While watching the Patti Smith documentary "Dream of Life" I began wondering how I'd write about it. Stretches are prosaic, almost like watching a real-time 16mm movie of a working mother who just happens to be a performer, and also stops by to say hi to her mom and dad.

Filmmaker Steven Sebring was a still photographer; enthralled with atmospheric effects, he's far more mannered than his subject. He spent ten years filming Patti, her band, kids, parents and friends.


I find her, at 62, more beautiful and potent than ever, a gentle yet fiery shaman uninterested in the "legend" label. She lives in touch with- but not wrapped inside- her grief. (In a decade, Smith lost her husband, brother and dearest friends.)

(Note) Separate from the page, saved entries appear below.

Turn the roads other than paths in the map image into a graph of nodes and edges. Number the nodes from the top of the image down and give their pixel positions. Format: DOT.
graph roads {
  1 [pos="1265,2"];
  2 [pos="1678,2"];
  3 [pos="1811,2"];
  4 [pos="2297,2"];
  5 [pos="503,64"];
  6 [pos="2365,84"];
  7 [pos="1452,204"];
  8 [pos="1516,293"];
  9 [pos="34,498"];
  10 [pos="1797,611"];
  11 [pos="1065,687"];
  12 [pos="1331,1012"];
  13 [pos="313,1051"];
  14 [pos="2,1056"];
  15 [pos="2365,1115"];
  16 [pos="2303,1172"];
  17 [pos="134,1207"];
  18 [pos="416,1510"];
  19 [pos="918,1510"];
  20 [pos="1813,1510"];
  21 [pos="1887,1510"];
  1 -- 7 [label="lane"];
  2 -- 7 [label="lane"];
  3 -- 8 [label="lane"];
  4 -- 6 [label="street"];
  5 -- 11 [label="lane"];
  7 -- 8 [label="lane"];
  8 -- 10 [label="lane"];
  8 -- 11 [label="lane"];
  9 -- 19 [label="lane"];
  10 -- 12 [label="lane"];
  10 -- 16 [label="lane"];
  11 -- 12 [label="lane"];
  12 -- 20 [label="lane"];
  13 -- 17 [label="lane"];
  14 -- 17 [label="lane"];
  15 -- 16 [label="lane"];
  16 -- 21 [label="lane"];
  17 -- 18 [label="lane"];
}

Smith's personal style was never "pretty" or conventional. She wears black menswear ("Prada, Prada, Comme des Garçons", she recites, pointing to her pants, jacket, shirt) or jumbled skirts and tees, laced ankleboots with socks.


What shines though the meandering decade is her unassailable integrity.

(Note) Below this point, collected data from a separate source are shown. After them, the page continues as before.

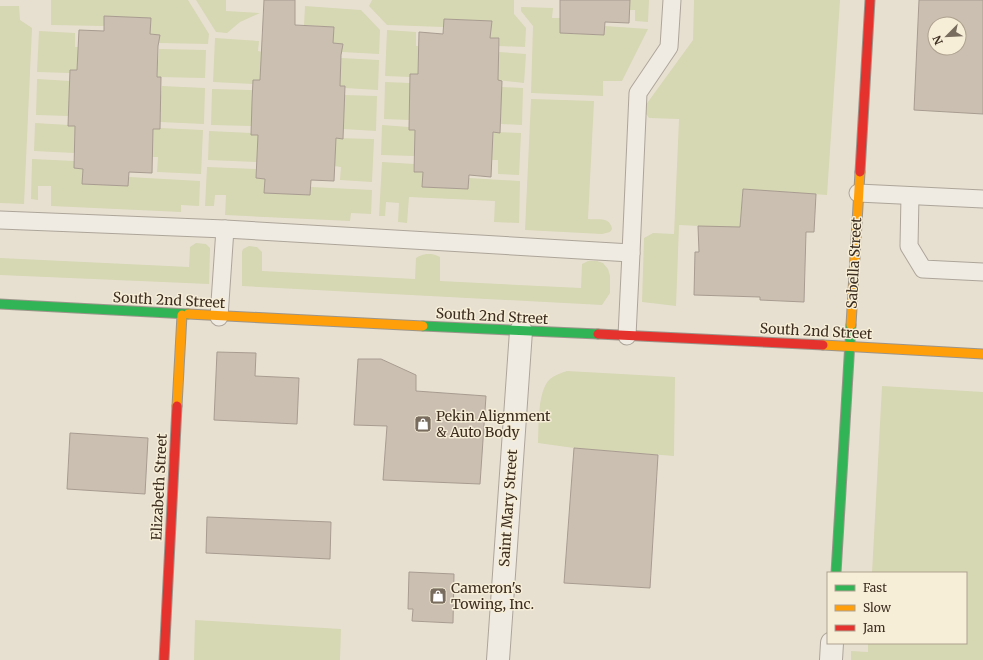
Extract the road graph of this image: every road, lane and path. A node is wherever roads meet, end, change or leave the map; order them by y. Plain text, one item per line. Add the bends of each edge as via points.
1 (672, 0) edge
2 (870, 0) edge
3 (858, 193) junction
4 (910, 196) junction
5 (983, 199) edge
6 (0, 220) edge
7 (225, 229) junction
8 (631, 253) junction
9 (983, 272) edge
10 (0, 304) edge
11 (182, 315) junction
12 (219, 317) junction
13 (521, 331) junction
14 (627, 336) junction
15 (850, 346) junction
16 (983, 354) edge
17 (836, 572) edge
18 (832, 644) edge
19 (164, 660) edge
20 (498, 660) edge
21 (831, 660) edge

1 - 8 lane via 669,47 638,93
2 - 3 main road, Sabella Street
3 - 4 lane
3 - 15 main road, Sabella Street
4 - 5 lane
4 - 9 lane via 908,246 923,269
6 - 7 lane
7 - 8 lane
7 - 12 lane
8 - 14 lane
10 - 11 main road, South 2nd Street
11 - 12 main road, South 2nd Street
11 - 19 main road, Elizabeth Street
12 - 13 main road, South 2nd Street
13 - 14 main road, South 2nd Street
13 - 20 street, Saint Mary Street
14 - 15 main road, South 2nd Street
15 - 16 main road, South 2nd Street
15 - 17 main road, Sabella Street
18 - 21 street

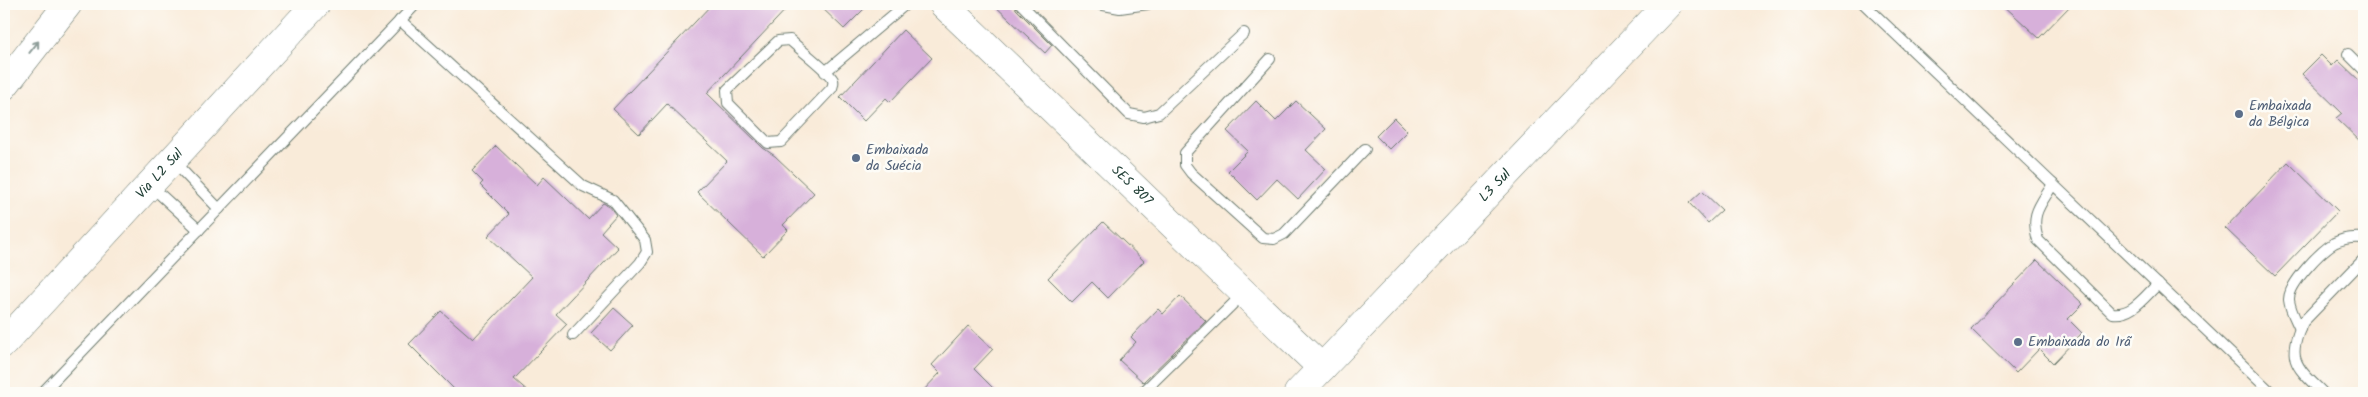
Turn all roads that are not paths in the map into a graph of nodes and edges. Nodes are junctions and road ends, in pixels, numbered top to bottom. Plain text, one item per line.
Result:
1 (68, 4) edge
2 (316, 4) edge
3 (416, 4) edge
4 (906, 4) edge
5 (943, 4) edge
6 (1021, 4) edge
7 (1098, 4) edge
8 (1148, 4) edge
9 (1668, 4) edge
10 (1864, 4) edge
11 (400, 20) junction
12 (1244, 33) dead end
13 (2348, 54) dead end
14 (1270, 59) dead end
15 (2364, 70) edge
16 (825, 72) junction
17 (4, 86) edge
18 (1365, 149) dead end
19 (172, 160) junction
20 (2053, 184) junction
21 (150, 185) junction
22 (219, 209) junction
23 (199, 230) junction
24 (2364, 238) edge
25 (2364, 259) edge
26 (2158, 284) junction
27 (1244, 293) junction
28 (2300, 329) junction
29 (573, 335) dead end
30 (4, 343) edge
31 (1322, 368) junction
32 (42, 393) edge
33 (1142, 393) edge
34 (1298, 393) edge
35 (2272, 393) edge
36 (2323, 393) edge

17 -> 1 main road
2 - 19 main road, Via L2 Sul
3 - 11 lane
4 - 16 lane
5 - 27 main road, SES 807
6 - 12 lane
7 - 8 lane
9 - 31 main road, L3 Sul
10 - 20 lane
11 - 22 lane
11 - 29 lane
13 - 15 lane
14 - 18 lane
16 - 16 lane
19 - 21 main road, Via L2 Sul
19 - 22 lane
20 - 26 lane
20 - 26 lane
21 - 23 lane
21 - 30 main road, Via L2 Sul
22 - 23 lane
23 - 32 lane
24 - 28 lane
25 - 28 lane
26 - 35 lane
27 - 31 main road, SES 807
27 - 33 lane
28 - 36 lane
31 - 34 main road, L3 Sul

The performance sections are thrilling if you're a fan, and way too short. Various celebrities waft though
in a communal, supportive role. She reads Allen Ginsberg's poem "On Cremation of Chögyam Trungpa, Vidyadhara" at his funeral, muses over her urn of Robert Mapplethrope's ashes, and shows the tiny tee her son Jesse wore home for the hospital when he was born.

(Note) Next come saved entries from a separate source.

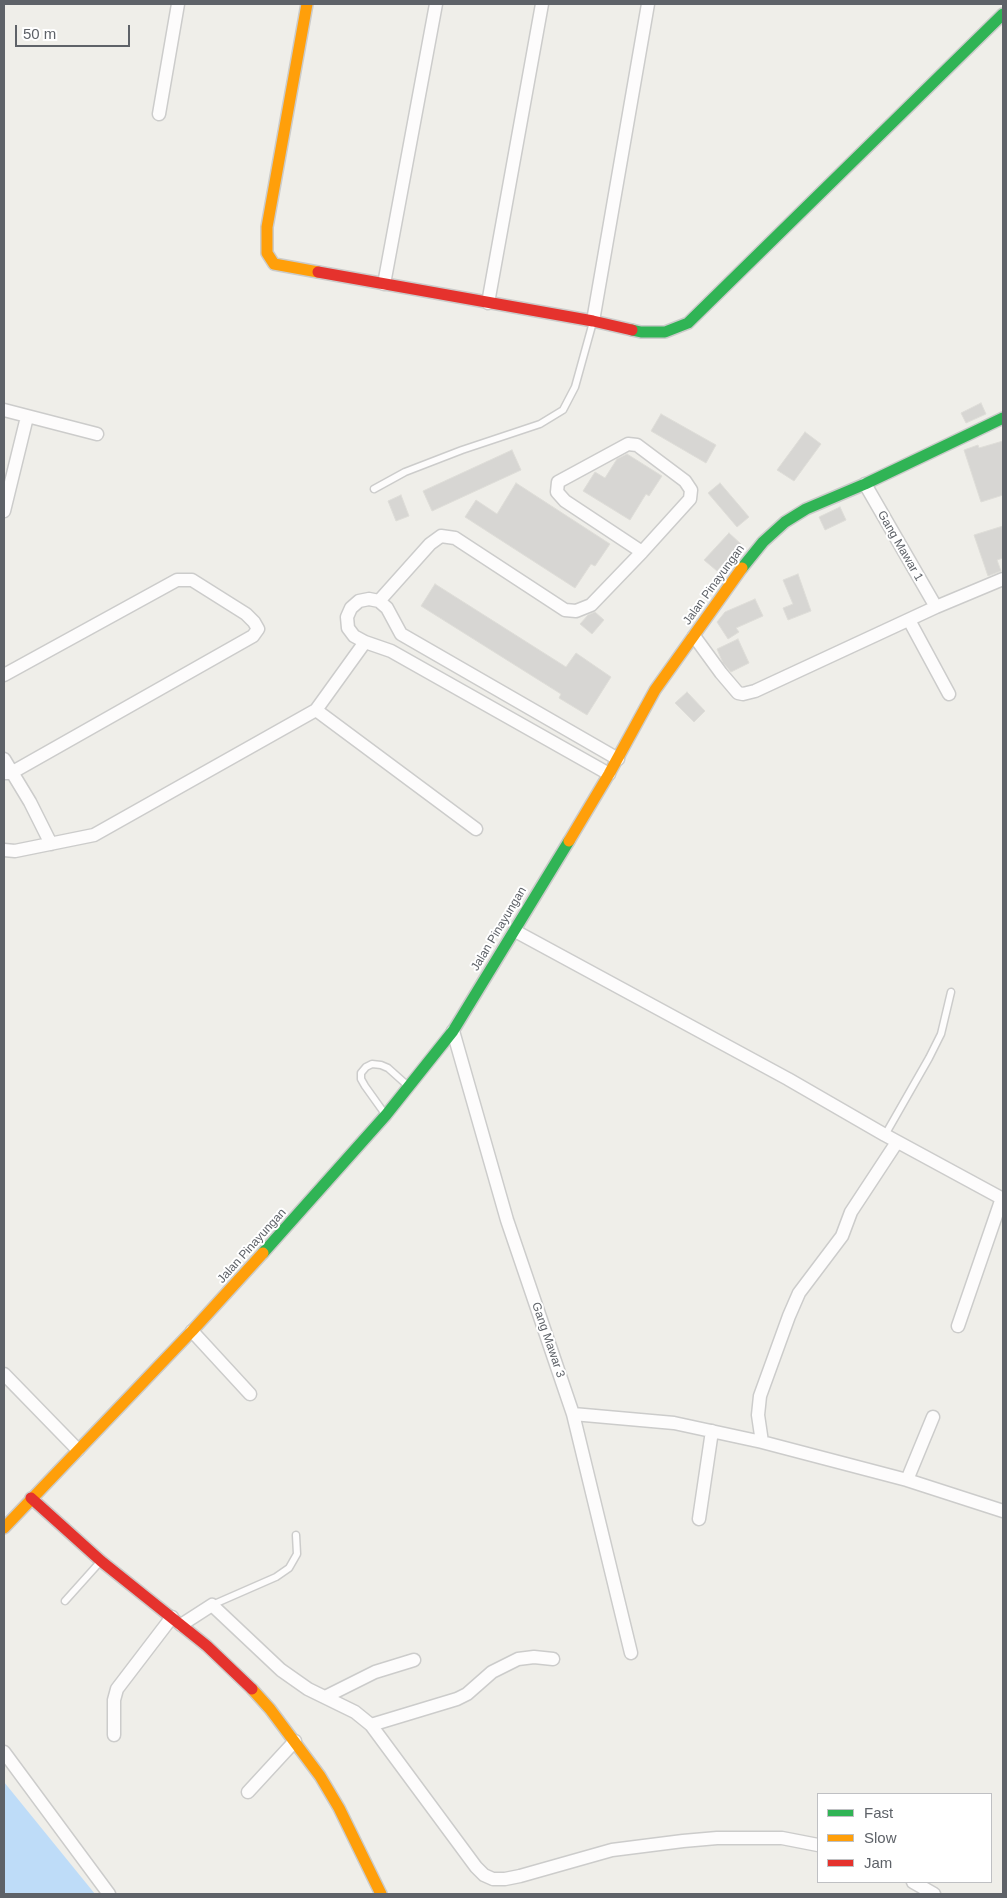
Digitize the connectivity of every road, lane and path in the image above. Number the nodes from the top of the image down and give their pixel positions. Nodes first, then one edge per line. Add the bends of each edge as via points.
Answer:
1 (178, 4) edge
2 (307, 4) edge
3 (436, 4) edge
4 (542, 4) edge
5 (648, 4) edge
6 (1003, 14) edge
7 (159, 114) dead end
8 (384, 284) junction
9 (488, 303) junction
10 (593, 320) junction
11 (4, 410) edge
12 (27, 417) junction
13 (1003, 418) edge
14 (97, 434) dead end
15 (865, 484) junction
16 (7, 488) edge
17 (374, 489) dead end
18 (4, 512) edge
19 (642, 552) junction
20 (1003, 579) edge
21 (379, 601) junction
22 (936, 607) junction
23 (909, 620) junction
24 (694, 636) junction
25 (411, 640) junction
26 (365, 642) junction
27 (401, 656) junction
28 (4, 675) edge
29 (949, 694) dead end
30 (316, 710) junction
31 (4, 759) edge
32 (618, 759) junction
33 (7, 773) edge
34 (609, 774) junction
35 (476, 829) dead end
36 (51, 844) junction
37 (4, 850) edge
38 (515, 931) junction
39 (951, 992) dead end
40 (453, 1031) junction
41 (408, 1087) junction
42 (386, 1115) junction
43 (885, 1135) junction
44 (898, 1142) junction
45 (1002, 1198) edge
46 (958, 1326) dead end
47 (192, 1331) junction
48 (6, 1378) edge
49 (250, 1394) dead end
50 (573, 1414) junction
51 (933, 1417) dead end
52 (712, 1432) junction
53 (762, 1442) junction
54 (78, 1450) junction
55 (907, 1480) junction
56 (31, 1498) junction
57 (1003, 1511) edge
58 (699, 1519) dead end
59 (4, 1528) edge
60 (296, 1536) dead end
61 (101, 1561) junction
62 (65, 1601) dead end
63 (212, 1605) junction
64 (176, 1621) junction
65 (631, 1653) dead end
66 (553, 1659) dead end
67 (414, 1660) dead end
68 (326, 1697) junction
69 (371, 1725) junction
70 (114, 1735) dead end
71 (295, 1741) junction
72 (4, 1752) edge
73 (248, 1792) dead end
74 (817, 1845) edge
75 (915, 1883) edge
76 (109, 1894) edge
77 (381, 1894) edge
78 (934, 1894) edge

1 - 7 street
2 - 8 street via 267,227 267,253 274,264
3 - 8 street
4 - 9 street
5 - 10 street
6 - 10 street via 688,323 676,329 641,332
8 - 9 street
9 - 10 street
10 - 17 lane via 575,387 563,410 540,424 405,472
11 - 12 street
12 - 14 street
12 - 16 street
13 - 15 street, Jalan Pinayungan
15 - 22 street, Gang Mawar 1
15 - 24 street, Jalan Pinayungan via 806,508 785,522 763,542 731,582
16 - 18 street
19 - 19 street via 690,498 691,490 685,481 637,445 628,444 558,482 556,492 565,501
19 - 21 street via 591,605 571,611 454,538 441,536
20 - 22 street
21 - 25 street via 387,608 401,634
21 - 26 street via 359,601 351,608 348,628
22 - 23 street
23 - 24 street via 743,694 738,693 721,673
23 - 29 street
24 - 32 street, Jalan Pinayungan via 655,690
25 - 27 street
25 - 32 street
26 - 27 street
26 - 30 street
27 - 34 street
28 - 33 street via 177,580 192,580 246,614 258,629 253,636
30 - 35 street
30 - 36 street via 94,835
31 - 33 street
32 - 34 street, Jalan Pinayungan
33 - 36 street via 30,802
34 - 38 street, Jalan Pinayungan
36 - 37 street
38 - 40 street, Jalan Pinayungan
38 - 43 street
39 - 43 lane via 941,1034
40 - 41 street, Jalan Pinayungan
40 - 50 street, Gang Mawar 3 via 507,1220
41 - 42 street, Jalan Pinayungan
41 - 42 lane via 381,1065 372,1064 361,1072 361,1079
42 - 47 street, Jalan Pinayungan
43 - 44 street
44 - 45 street
44 - 53 street via 852,1212 842,1236 799,1293 760,1396 758,1415
45 - 46 street
47 - 49 street
47 - 54 street, Jalan Pinayungan
48 - 54 street
50 - 52 street via 674,1423
50 - 65 street, Gang Mawar 3
51 - 55 street
52 - 53 street
52 - 58 street
53 - 55 street
54 - 56 street, Jalan Pinayungan
55 - 57 street
56 - 59 street, Jalan Pinayungan
56 - 61 street
60 - 63 lane via 297,1554 289,1568
61 - 62 lane
61 - 64 street
63 - 64 street
63 - 68 street via 281,1670
64 - 70 street via 118,1689 114,1700
64 - 71 street via 250,1686
66 - 69 street via 518,1659 492,1672 457,1699
67 - 68 street via 375,1672
68 - 69 street via 355,1712
69 - 74 street via 476,1867 493,1879 520,1876 612,1850 683,1841 782,1838
71 - 73 street
71 - 77 street via 339,1808
72 - 76 street
75 - 78 street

Through it all she inhabits her strong, stark style, a 21st century Georgia O'Keeffe. Very little makeup, and deliberately 'undone' hair- bits of braid and tangles- ever more so as the decade of filming passes.

There's one split second where the fervid fashionista peeps through. A bandmate dangles a sealed shopping bag before her as they're packing to leave for New Zealand. He's picked up an item for her, but to qualify for the customs refund, won't break the sealed bag open, and reads the stapled warning about a $5,000 fine for doing so. "Oh! I wanna
see that Prada raincoat!" she exclaims, and you can hear her excitement and longing.

Her comments about making art will encourage artists of any generation.

“We all have a voice. We have a responsibility to exercise it, to use it.”


"Life is not some vertical or horizontal line. You have your own internal world and it’s not neat."
- Patti Smith

6 comments

Deja Pseu said...

I've always found her fascinating, and am appreciating her music more and more over the years. Will be on the lookout for that documentary.

materfamilias said...

We got to see an exhibition of her art in Paris last spring -- truly compelling. I'll have to see that documentary -- thanks for alerting me to it.

lady jicky said...

I have to say I have never been a fan of hers but .... Patti has always stuck to her "look" and ideas and for that she is a powerhouse in a world that is so influenced by the "latest" etc. Patti makes Madonna look "sad" with her never ending need to look "young and hip".
You are what you are and that takes courage!

sallymandy said...

I love that comment by Patti at the end of your post.

I'm not really that familiar with her music, but I do admire her non-conventionality, now that you've pointed it out, her dedication to family and friends.

Completely Alienne said...

I have never been a fan of her music but admire her strength and personal style. I'll look out for the film too.

Mardel said...

I found Patti Smith compelling at an early age and have long admired her for her art, her integrity, her determination in following her own path. I will have to look out for that documentary.

When I was in college a boyfriend once told me I reminded him of Patti Smith. He meant it as a compliment and today I would be flattered, but at the time I was not, and I dumped him soon afterward. In those days I was still yearning for the prettiness I knew I would never have, but which seemed the only way to secure my parents full approval.

It took me a few more years to grow into myself and accept that some people can never be pleased.